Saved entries

::::::::::

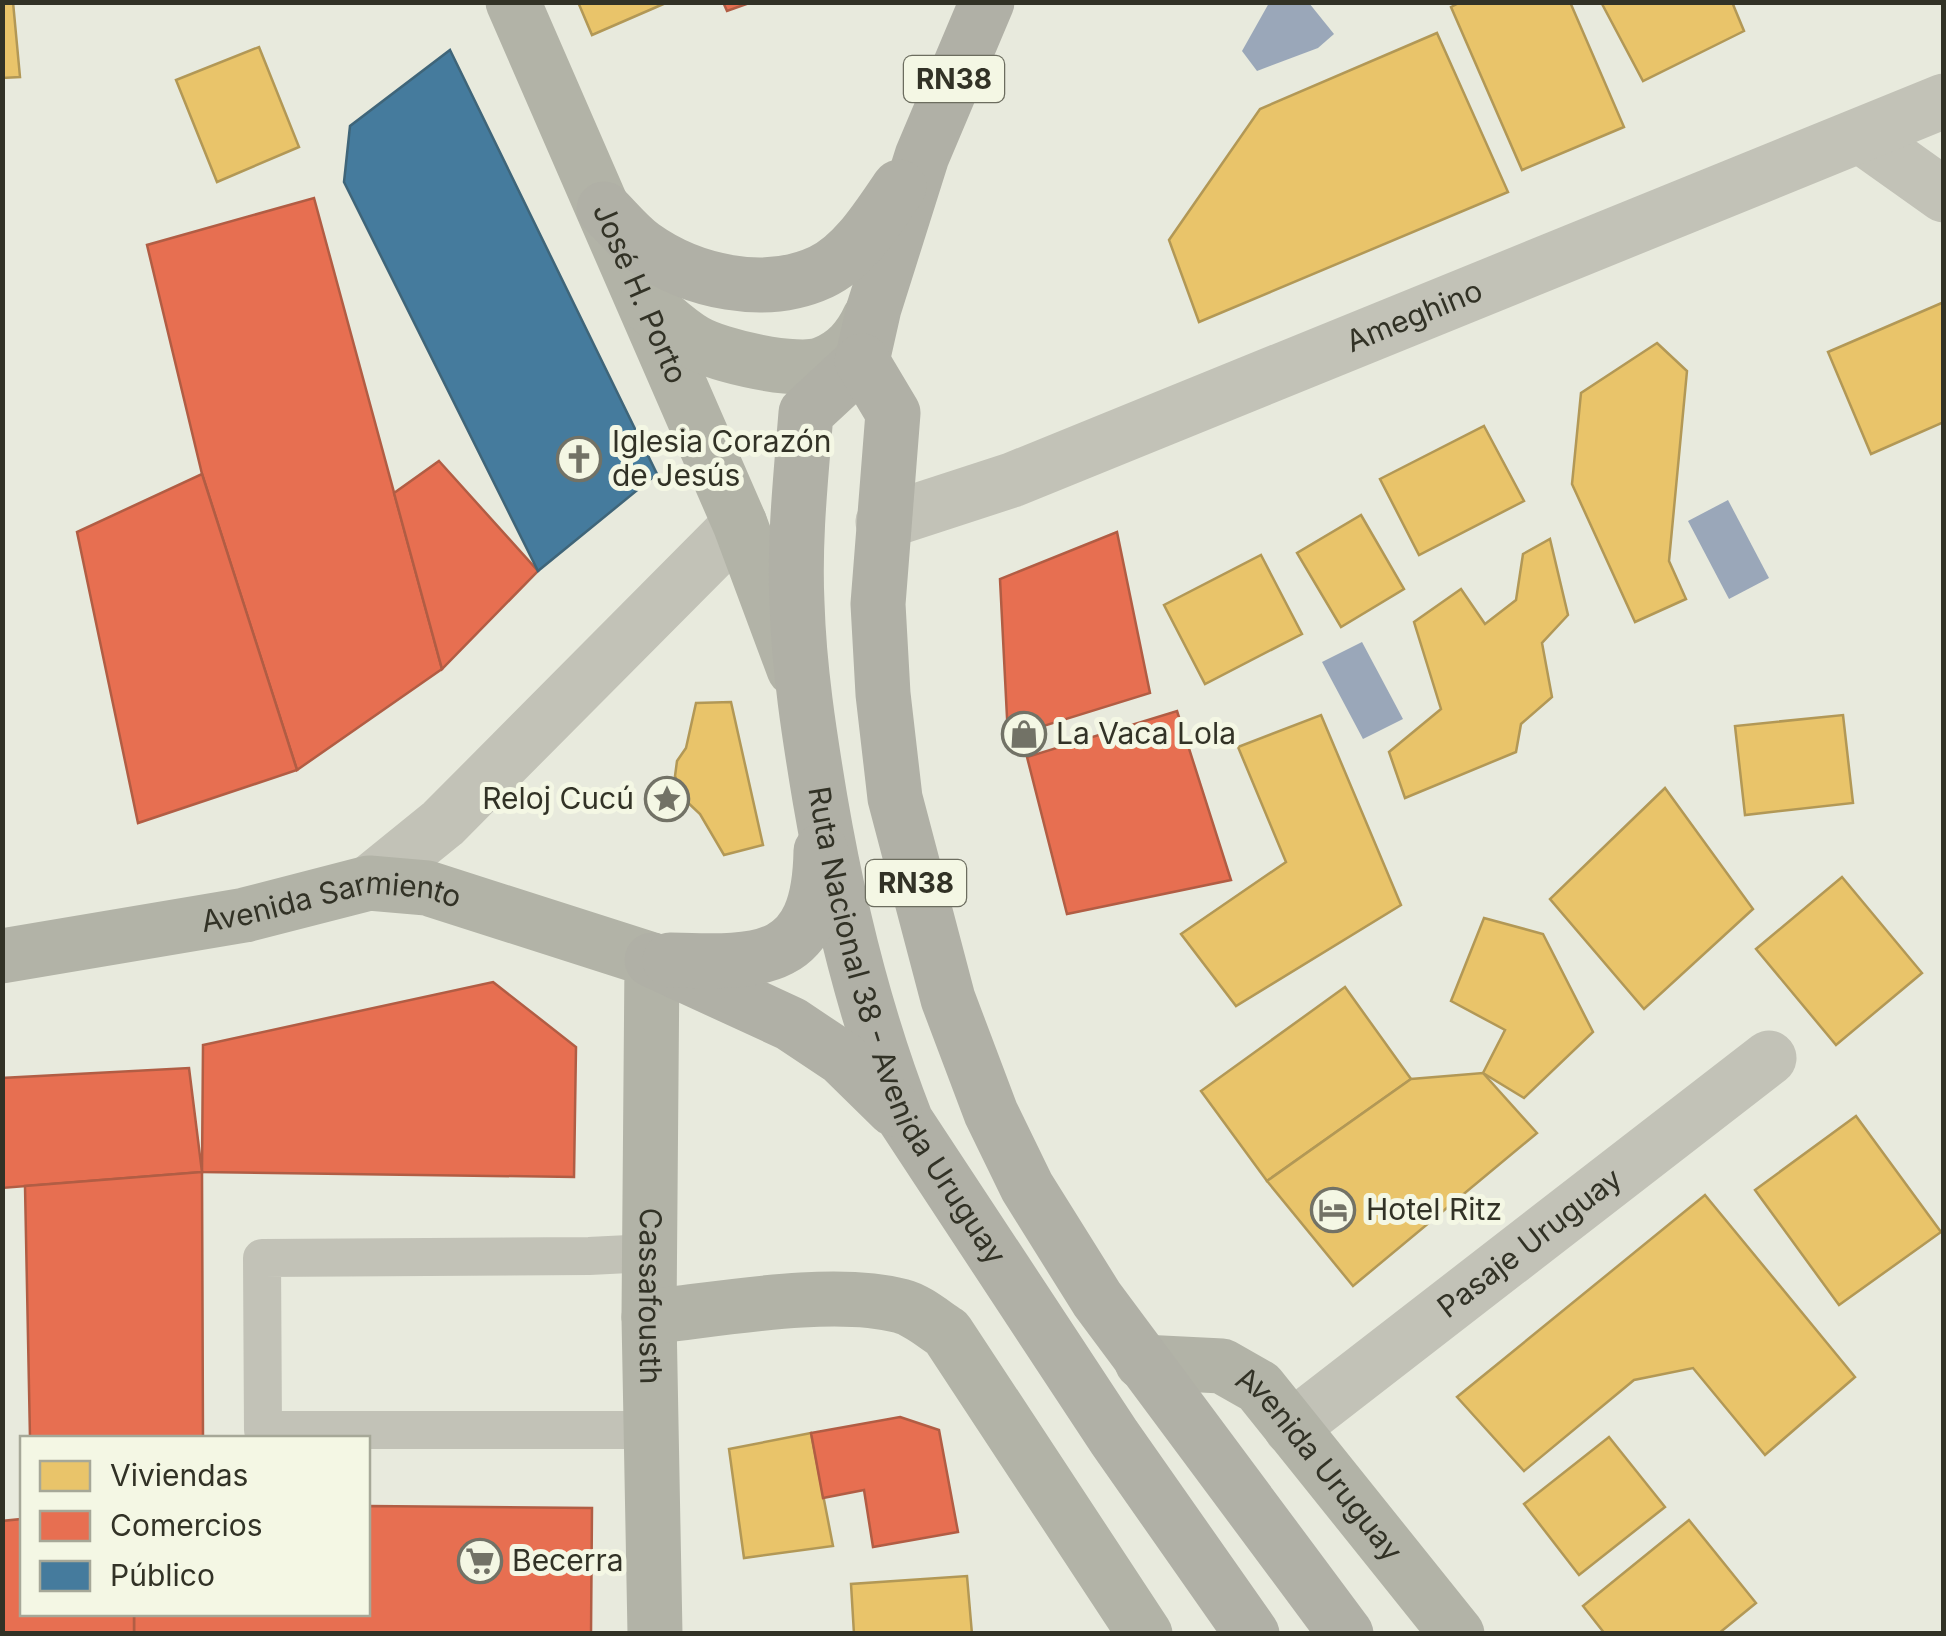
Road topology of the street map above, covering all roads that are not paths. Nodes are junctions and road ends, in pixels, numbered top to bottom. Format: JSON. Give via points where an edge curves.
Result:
{"nodes":[{"id":1,"x":513,"y":2,"type":"edge"},
{"id":2,"x":987,"y":2,"type":"edge"},
{"id":3,"x":1944,"y":101,"type":"edge"},
{"id":4,"x":1861,"y":136,"type":"junction"},
{"id":5,"x":922,"y":156,"type":"junction"},
{"id":6,"x":1944,"y":196,"type":"edge"},
{"id":7,"x":604,"y":210,"type":"junction"},
{"id":8,"x":644,"y":302,"type":"junction"},
{"id":9,"x":874,"y":308,"type":"junction"},
{"id":10,"x":862,"y":362,"type":"junction"},
{"id":11,"x":883,"y":522,"type":"junction"},
{"id":12,"x":740,"y":524,"type":"junction"},
{"id":13,"x":802,"y":696,"type":"junction"},
{"id":14,"x":822,"y":810,"type":"junction"},
{"id":15,"x":370,"y":883,"type":"junction"},
{"id":16,"x":2,"y":956,"type":"edge"},
{"id":17,"x":652,"y":960,"type":"junction"},
{"id":18,"x":1769,"y":1058,"type":"dead end"},
{"id":19,"x":906,"y":1121,"type":"junction"},
{"id":20,"x":649,"y":1252,"type":"junction"},
{"id":21,"x":1097,"y":1299,"type":"junction"},
{"id":22,"x":648,"y":1317,"type":"junction"},
{"id":23,"x":1142,"y":1362,"type":"junction"},
{"id":24,"x":1291,"y":1428,"type":"junction"},
{"id":25,"x":652,"y":1430,"type":"junction"},
{"id":26,"x":655,"y":1634,"type":"edge"},
{"id":27,"x":1145,"y":1634,"type":"edge"},
{"id":28,"x":1252,"y":1634,"type":"edge"},
{"id":29,"x":1346,"y":1634,"type":"edge"},
{"id":30,"x":1457,"y":1634,"type":"edge"}],
"edges":[{"from":1,"to":7,"type":"main road","name":"José H. Porto"},
{"from":2,"to":5,"type":"main road","number":"RN38"},
{"from":3,"to":4,"type":"street","name":"Ameghino"},
{"from":4,"to":6,"type":"street"},
{"from":4,"to":11,"type":"street","name":"Ameghino","via":[[1012,480]]},
{"from":5,"to":7,"type":"main road","via":[[851,248],[823,272],[784,283],[719,281],[680,268],[642,247]]},
{"from":5,"to":9,"type":"main road","number":"RN38"},
{"from":7,"to":8,"type":"main road","name":"José H. Porto"},
{"from":8,"to":9,"type":"main road","via":[[694,342],[735,358],[818,366],[862,335]]},
{"from":8,"to":12,"type":"main road","name":"José H. Porto"},
{"from":9,"to":10,"type":"main road","number":"RN38"},
{"from":10,"to":11,"type":"main road","name":"Ruta Nacional 38 - Avenida Uruguay","number":"RN38","via":[[893,413]]},
{"from":10,"to":13,"type":"main road","name":"Ruta Nacional 38 - Avenida Uruguay","number":"RN38","via":[[806,413],[796,601]]},
{"from":11,"to":21,"type":"main road","name":"Ruta Nacional 38 - Avenida Uruguay","number":"RN38","via":[[883,694],[895,798],[921,904],[992,1114],[1027,1187]]},
{"from":12,"to":13,"type":"main road","name":"José H. Porto"},
{"from":12,"to":15,"type":"street","via":[[443,823]]},
{"from":13,"to":14,"type":"main road","name":"Ruta Nacional 38 - Avenida Uruguay","number":"RN38"},
{"from":14,"to":17,"type":"main road","via":[[820,883],[796,940],[776,953],[726,962]]},
{"from":14,"to":19,"type":"main road","name":"Ruta Nacional 38 - Avenida Uruguay","number":"RN38","via":[[855,971]]},
{"from":15,"to":16,"type":"main road","name":"Avenida Sarmiento","via":[[245,915]]},
{"from":15,"to":17,"type":"main road","name":"Avenida Sarmiento","via":[[426,888]]},
{"from":17,"to":19,"type":"main road","via":[[790,1024],[842,1058]]},
{"from":17,"to":20,"type":"main road","name":"Cassafousth"},
{"from":18,"to":24,"type":"street","name":"Pasaje Uruguay"},
{"from":19,"to":21,"type":"main road","via":[[978,1170]]},
{"from":19,"to":28,"type":"main road","name":"Ruta Nacional 38 - Avenida Uruguay","number":"RN38"},
{"from":20,"to":22,"type":"main road","name":"Cassafousth"},
{"from":20,"to":25,"type":"lane","via":[[262,1258],[263,1430]]},
{"from":21,"to":23,"type":"main road","name":"Ruta Nacional 38 - Avenida Uruguay","number":"RN38"},
{"from":22,"to":25,"type":"main road","name":"Cassafousth"},
{"from":22,"to":27,"type":"main road","via":[[863,1298],[906,1307],[948,1333]]},
{"from":23,"to":24,"type":"main road","name":"Avenida Uruguay","via":[[1222,1366],[1258,1387]]},
{"from":23,"to":29,"type":"main road","name":"Ruta Nacional 38 - Avenida Uruguay","number":"RN38"},
{"from":24,"to":30,"type":"main road","name":"Avenida Uruguay"},
{"from":25,"to":26,"type":"main road","name":"Cassafousth"}]}
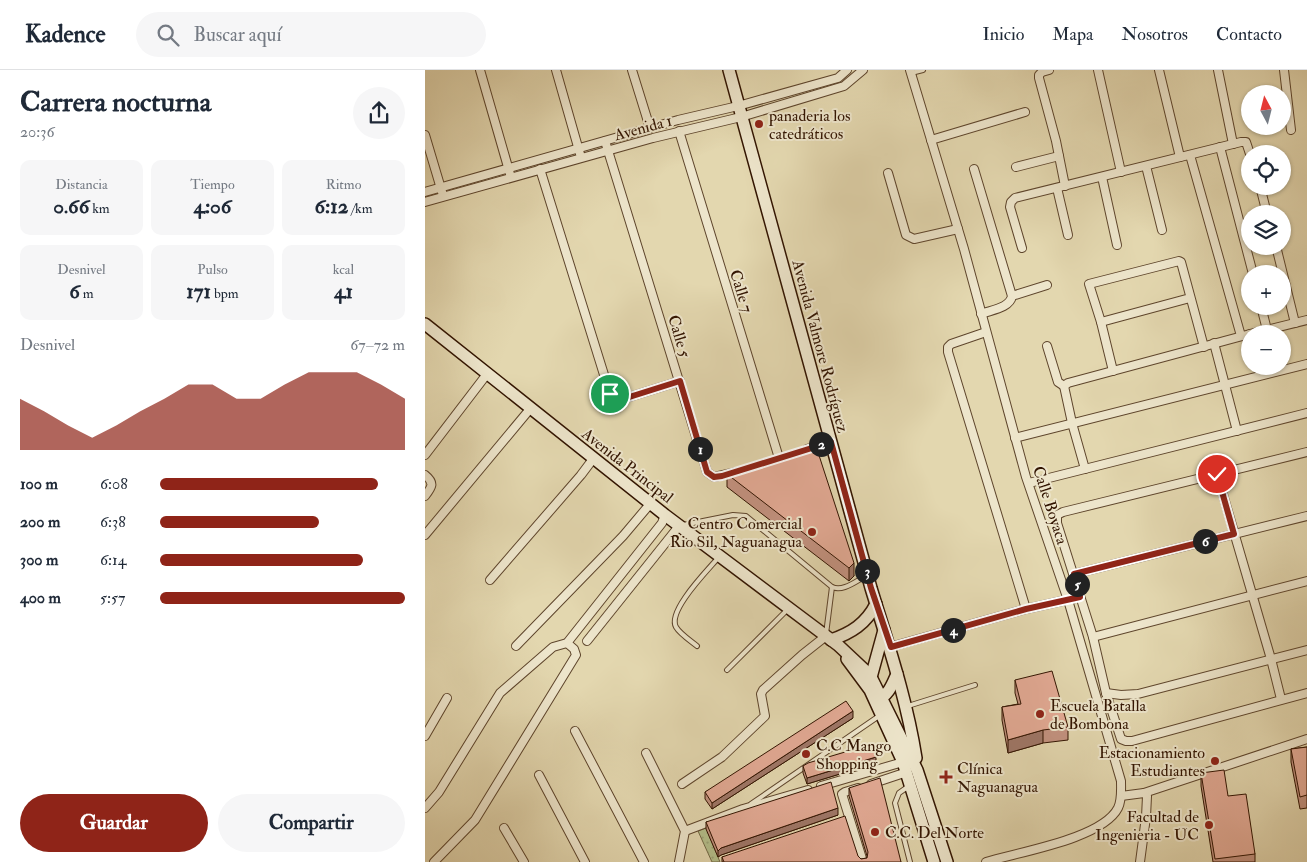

::::::::::

From the first line to the last, please copy the data exactly, with the pictures left out.

Road topology of the street map above, covering all roads that are not paths. Nodes are junctions and road ends, in pixels, numbered top to bottom. Format: JSON. Give via points where an edge curves.
Result:
{"nodes":[{"id":1,"x":513,"y":2,"type":"edge"},
{"id":2,"x":987,"y":2,"type":"edge"},
{"id":3,"x":1944,"y":101,"type":"edge"},
{"id":4,"x":1861,"y":136,"type":"junction"},
{"id":5,"x":922,"y":156,"type":"junction"},
{"id":6,"x":1944,"y":196,"type":"edge"},
{"id":7,"x":604,"y":210,"type":"junction"},
{"id":8,"x":644,"y":302,"type":"junction"},
{"id":9,"x":874,"y":308,"type":"junction"},
{"id":10,"x":862,"y":362,"type":"junction"},
{"id":11,"x":883,"y":522,"type":"junction"},
{"id":12,"x":740,"y":524,"type":"junction"},
{"id":13,"x":802,"y":696,"type":"junction"},
{"id":14,"x":822,"y":810,"type":"junction"},
{"id":15,"x":370,"y":883,"type":"junction"},
{"id":16,"x":2,"y":956,"type":"edge"},
{"id":17,"x":652,"y":960,"type":"junction"},
{"id":18,"x":1769,"y":1058,"type":"dead end"},
{"id":19,"x":906,"y":1121,"type":"junction"},
{"id":20,"x":649,"y":1252,"type":"junction"},
{"id":21,"x":1097,"y":1299,"type":"junction"},
{"id":22,"x":648,"y":1317,"type":"junction"},
{"id":23,"x":1142,"y":1362,"type":"junction"},
{"id":24,"x":1291,"y":1428,"type":"junction"},
{"id":25,"x":652,"y":1430,"type":"junction"},
{"id":26,"x":655,"y":1634,"type":"edge"},
{"id":27,"x":1145,"y":1634,"type":"edge"},
{"id":28,"x":1252,"y":1634,"type":"edge"},
{"id":29,"x":1346,"y":1634,"type":"edge"},
{"id":30,"x":1457,"y":1634,"type":"edge"}],
"edges":[{"from":1,"to":7,"type":"main road","name":"José H. Porto"},
{"from":2,"to":5,"type":"main road","number":"RN38"},
{"from":3,"to":4,"type":"street","name":"Ameghino"},
{"from":4,"to":6,"type":"street"},
{"from":4,"to":11,"type":"street","name":"Ameghino","via":[[1012,480]]},
{"from":5,"to":7,"type":"main road","via":[[851,248],[823,272],[784,283],[719,281],[680,268],[642,247]]},
{"from":5,"to":9,"type":"main road","number":"RN38"},
{"from":7,"to":8,"type":"main road","name":"José H. Porto"},
{"from":8,"to":9,"type":"main road","via":[[694,342],[735,358],[818,366],[862,335]]},
{"from":8,"to":12,"type":"main road","name":"José H. Porto"},
{"from":9,"to":10,"type":"main road","number":"RN38"},
{"from":10,"to":11,"type":"main road","name":"Ruta Nacional 38 - Avenida Uruguay","number":"RN38","via":[[893,413]]},
{"from":10,"to":13,"type":"main road","name":"Ruta Nacional 38 - Avenida Uruguay","number":"RN38","via":[[806,413],[796,601]]},
{"from":11,"to":21,"type":"main road","name":"Ruta Nacional 38 - Avenida Uruguay","number":"RN38","via":[[883,694],[895,798],[921,904],[992,1114],[1027,1187]]},
{"from":12,"to":13,"type":"main road","name":"José H. Porto"},
{"from":12,"to":15,"type":"street","via":[[443,823]]},
{"from":13,"to":14,"type":"main road","name":"Ruta Nacional 38 - Avenida Uruguay","number":"RN38"},
{"from":14,"to":17,"type":"main road","via":[[820,883],[796,940],[776,953],[726,962]]},
{"from":14,"to":19,"type":"main road","name":"Ruta Nacional 38 - Avenida Uruguay","number":"RN38","via":[[855,971]]},
{"from":15,"to":16,"type":"main road","name":"Avenida Sarmiento","via":[[245,915]]},
{"from":15,"to":17,"type":"main road","name":"Avenida Sarmiento","via":[[426,888]]},
{"from":17,"to":19,"type":"main road","via":[[790,1024],[842,1058]]},
{"from":17,"to":20,"type":"main road","name":"Cassafousth"},
{"from":18,"to":24,"type":"street","name":"Pasaje Uruguay"},
{"from":19,"to":21,"type":"main road","via":[[978,1170]]},
{"from":19,"to":28,"type":"main road","name":"Ruta Nacional 38 - Avenida Uruguay","number":"RN38"},
{"from":20,"to":22,"type":"main road","name":"Cassafousth"},
{"from":20,"to":25,"type":"lane","via":[[262,1258],[263,1430]]},
{"from":21,"to":23,"type":"main road","name":"Ruta Nacional 38 - Avenida Uruguay","number":"RN38"},
{"from":22,"to":25,"type":"main road","name":"Cassafousth"},
{"from":22,"to":27,"type":"main road","via":[[863,1298],[906,1307],[948,1333]]},
{"from":23,"to":24,"type":"main road","name":"Avenida Uruguay","via":[[1222,1366],[1258,1387]]},
{"from":23,"to":29,"type":"main road","name":"Ruta Nacional 38 - Avenida Uruguay","number":"RN38"},
{"from":24,"to":30,"type":"main road","name":"Avenida Uruguay"},
{"from":25,"to":26,"type":"main road","name":"Cassafousth"}]}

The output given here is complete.